### PROBLEM TO WORK ON
Comb the records below for the string "roads" and copy each line where it turns up.
DATA EXTRACTS START
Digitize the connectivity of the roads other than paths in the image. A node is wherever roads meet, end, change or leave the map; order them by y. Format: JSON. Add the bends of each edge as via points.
DATA EXTRACTS END
DATA EXTRACTS START
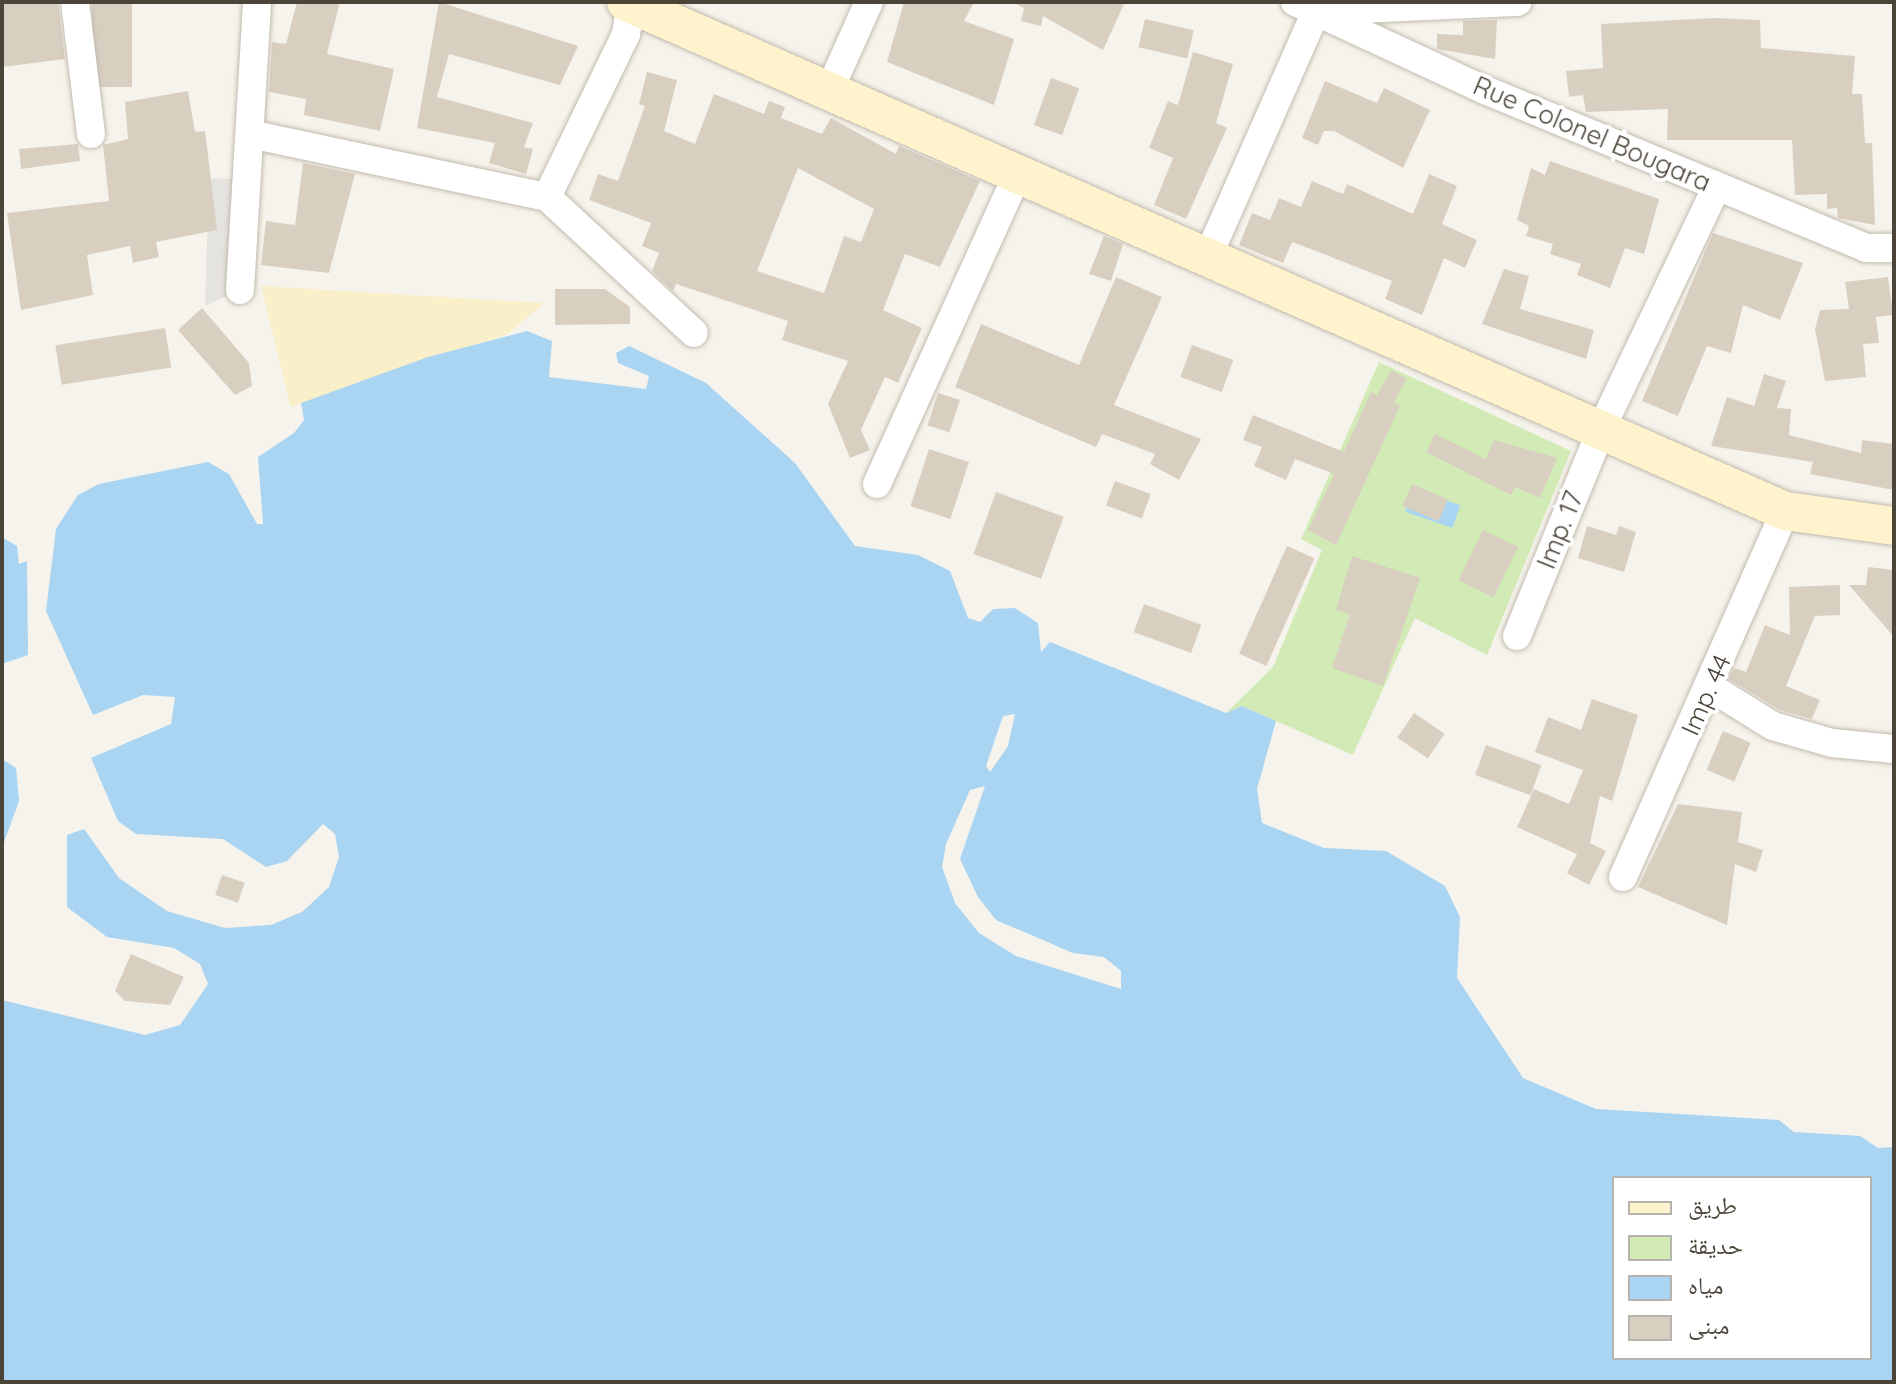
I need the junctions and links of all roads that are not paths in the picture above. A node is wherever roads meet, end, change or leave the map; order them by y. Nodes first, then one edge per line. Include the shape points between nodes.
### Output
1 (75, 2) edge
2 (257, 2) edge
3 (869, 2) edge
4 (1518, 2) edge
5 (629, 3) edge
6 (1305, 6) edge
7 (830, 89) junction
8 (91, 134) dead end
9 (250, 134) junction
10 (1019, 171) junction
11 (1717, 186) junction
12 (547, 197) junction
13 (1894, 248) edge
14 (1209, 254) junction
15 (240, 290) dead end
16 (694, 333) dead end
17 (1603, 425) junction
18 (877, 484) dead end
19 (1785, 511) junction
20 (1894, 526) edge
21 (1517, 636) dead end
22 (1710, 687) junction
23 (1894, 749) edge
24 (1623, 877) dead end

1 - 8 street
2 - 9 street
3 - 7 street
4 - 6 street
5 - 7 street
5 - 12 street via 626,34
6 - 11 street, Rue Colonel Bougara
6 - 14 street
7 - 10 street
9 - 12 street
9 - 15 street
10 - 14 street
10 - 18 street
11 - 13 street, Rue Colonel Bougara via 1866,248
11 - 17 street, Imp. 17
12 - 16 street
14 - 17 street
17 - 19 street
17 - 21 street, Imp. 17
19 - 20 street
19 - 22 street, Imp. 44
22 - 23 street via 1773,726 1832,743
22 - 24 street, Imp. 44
DATA EXTRACTS END
### TASK RESPONSE
Digitize the connectivity of the roads other than paths in the image. A node is wherever roads meet, end, change or leave the map; order them by y. Format: JSON. Add the bends of each edge as via points.
I need the junctions and links of all roads that are not paths in the picture above. A node is wherever roads meet, end, change or leave the map; order them by y. Nodes first, then one edge per line. Include the shape points between nodes.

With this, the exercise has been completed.